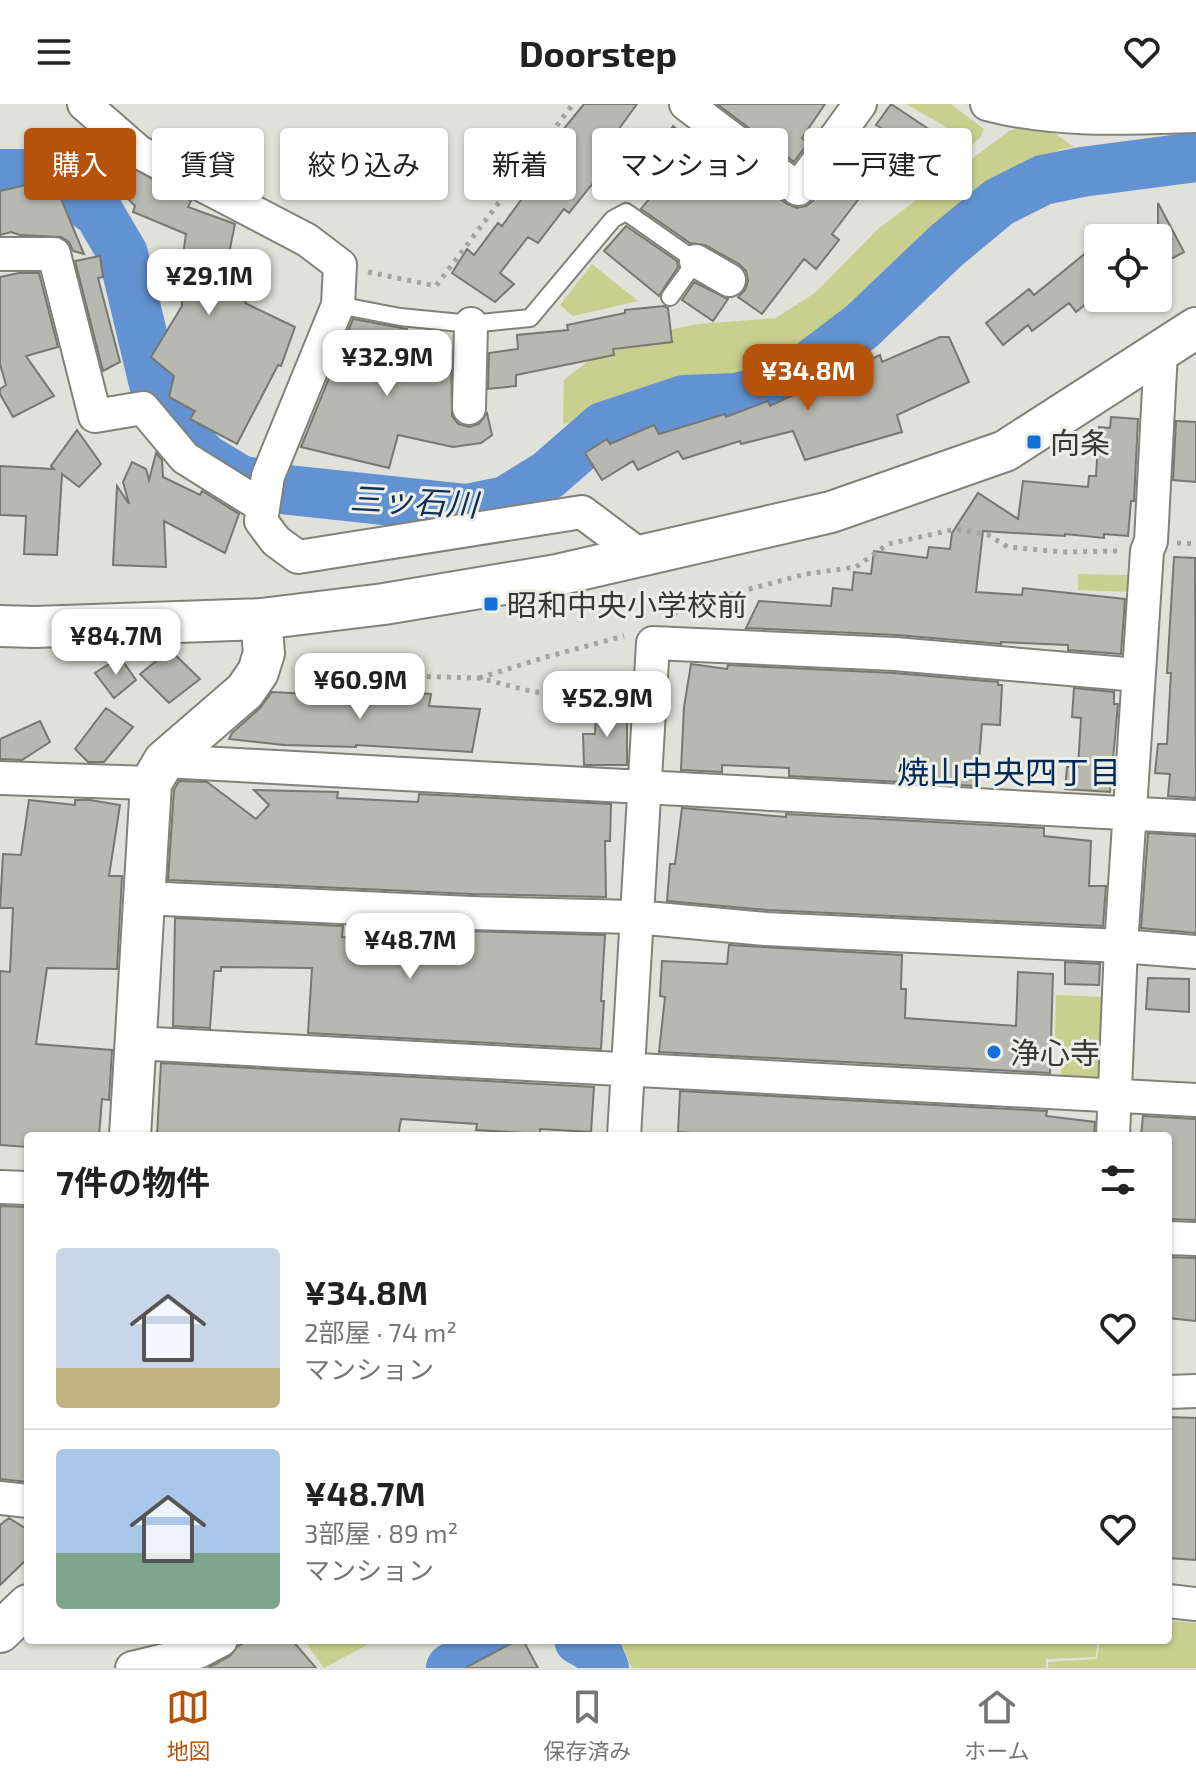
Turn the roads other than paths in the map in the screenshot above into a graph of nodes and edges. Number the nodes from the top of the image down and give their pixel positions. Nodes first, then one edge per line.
1 (84, 104) edge
2 (686, 104) edge
3 (860, 104) edge
4 (987, 104) edge
5 (1196, 116) edge
6 (0, 254) edge
7 (696, 261) junction
8 (729, 280) dead end
9 (670, 297) dead end
10 (338, 305) junction
11 (471, 324) junction
12 (1196, 328) edge
13 (1161, 351) junction
14 (469, 408) dead end
15 (264, 493) junction
16 (642, 557) junction
17 (261, 619) junction
18 (0, 626) edge
19 (1138, 675) junction
20 (157, 772) junction
21 (0, 778) edge
22 (644, 787) junction
23 (1129, 812) junction
24 (1196, 817) edge
25 (143, 898) junction
26 (636, 917) junction
27 (1121, 946) junction
28 (1196, 952) edge
29 (135, 1043) junction
30 (628, 1068) junction
31 (1115, 1094) junction
32 (1196, 1100) edge
33 (130, 1132) edge
34 (624, 1132) edge
35 (1113, 1132) edge
36 (0, 1187) edge
37 (24, 1188) edge
38 (1172, 1238) edge
39 (1196, 1239) edge
40 (1196, 1391) edge
41 (1172, 1392) edge
42 (0, 1498) edge
43 (24, 1501) edge
44 (1172, 1601) edge
45 (1196, 1604) edge
46 (24, 1609) edge
47 (0, 1632) edge
48 (213, 1644) edge
49 (132, 1668) edge

1 - 10 street
2 - 3 street
4 - 5 street
6 - 15 street
7 - 8 street
7 - 9 lane
7 - 11 lane
10 - 11 lane
10 - 15 street
11 - 14 street
12 - 13 street
13 - 16 street
13 - 19 street
15 - 16 street
16 - 17 street
17 - 18 street
17 - 20 street
19 - 22 street
19 - 23 street
20 - 21 street
20 - 22 street
20 - 25 street
22 - 23 street
22 - 26 street
23 - 24 street
23 - 27 street
25 - 26 street
25 - 29 street
26 - 27 street
26 - 30 street
27 - 28 street
27 - 31 street
29 - 30 street
29 - 33 street
30 - 31 street
30 - 34 street
31 - 32 street
31 - 35 street
36 - 37 street
38 - 39 street
40 - 41 street
42 - 43 street
44 - 45 street
46 - 47 street
48 - 49 street

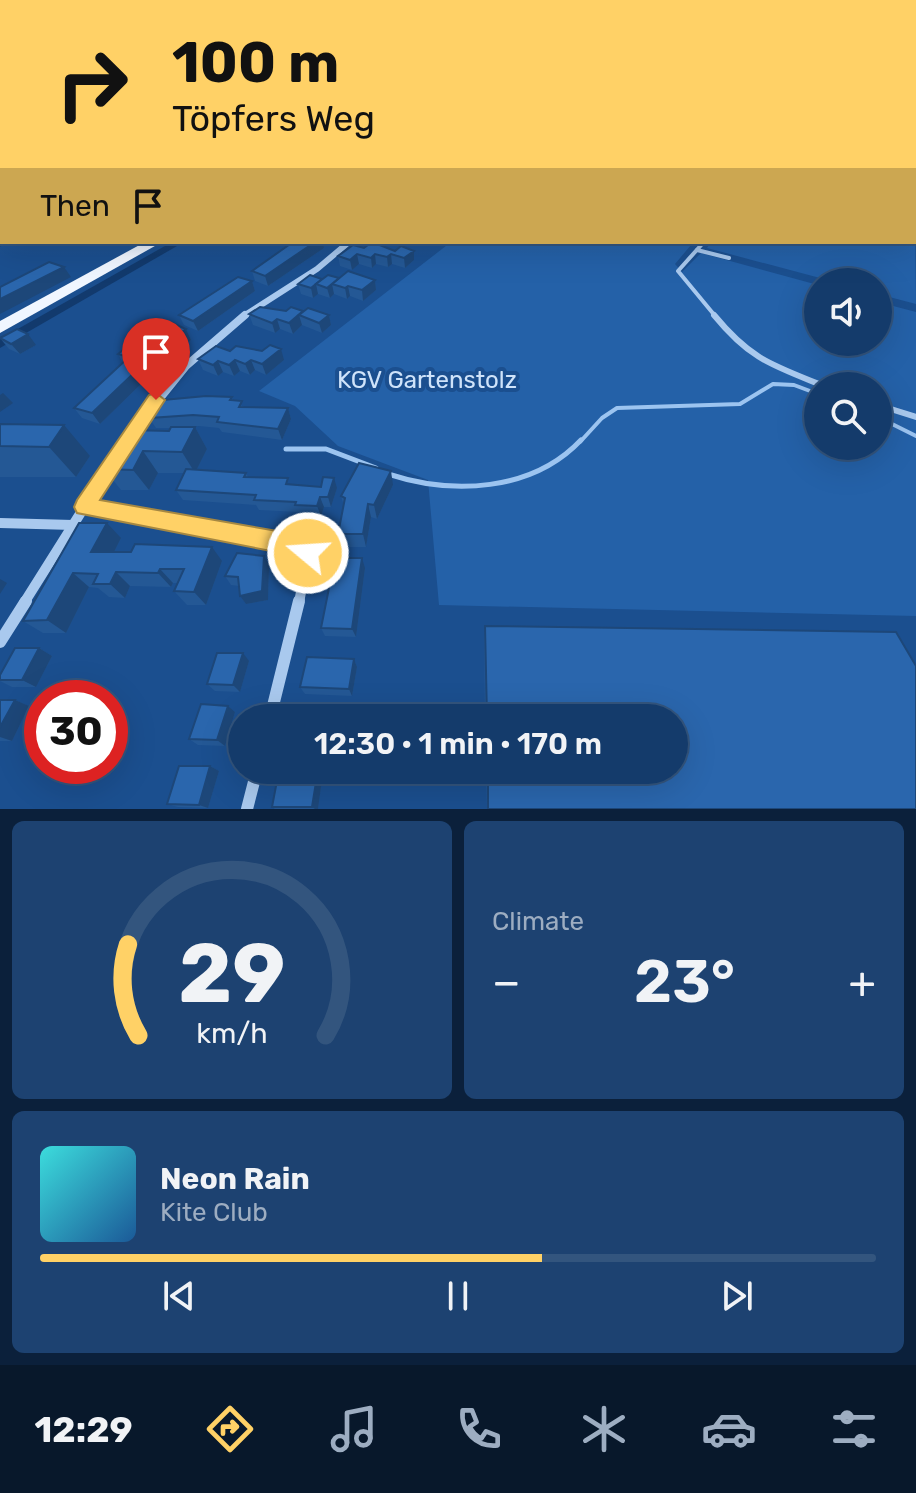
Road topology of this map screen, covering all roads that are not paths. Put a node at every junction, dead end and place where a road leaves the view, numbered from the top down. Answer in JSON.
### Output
{"nodes":[{"id":1,"x":151,"y":244,"type":"edge"},
{"id":2,"x":347,"y":244,"type":"edge"},
{"id":3,"x":700,"y":244,"type":"edge"},
{"id":4,"x":697,"y":250,"type":"junction"},
{"id":5,"x":729,"y":258,"type":"dead end"},
{"id":6,"x":0,"y":328,"type":"edge"},
{"id":7,"x":804,"y":378,"type":"edge"},
{"id":8,"x":892,"y":409,"type":"edge"},
{"id":9,"x":916,"y":417,"type":"edge"},
{"id":10,"x":84,"y":507,"type":"junction"},
{"id":11,"x":0,"y":523,"type":"edge"},
{"id":12,"x":73,"y":525,"type":"junction"},
{"id":13,"x":0,"y":642,"type":"edge"},
{"id":14,"x":273,"y":704,"type":"edge"},
{"id":15,"x":253,"y":784,"type":"edge"},
{"id":16,"x":247,"y":809,"type":"edge"}],
"edges":[{"from":1,"to":6,"type":"main road"},
{"from":2,"to":10,"type":"street"},
{"from":3,"to":4,"type":"lane"},
{"from":4,"to":5,"type":"lane"},
{"from":4,"to":7,"type":"lane"},
{"from":8,"to":9,"type":"lane"},
{"from":10,"to":12,"type":"street"},
{"from":10,"to":14,"type":"street"},
{"from":11,"to":12,"type":"street"},
{"from":12,"to":13,"type":"street"},
{"from":15,"to":16,"type":"street"}]}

#### Action item:
Look above for every line with the word "nodes" and copy it.

#### Written response:
Turn the roads other than paths in the map in the screenshot above into a graph of nodes and edges. Number the nodes from the top of the image down and give their pixel positions. Nodes first, then one edge per line.
{"nodes":[{"id":1,"x":151,"y":244,"type":"edge"},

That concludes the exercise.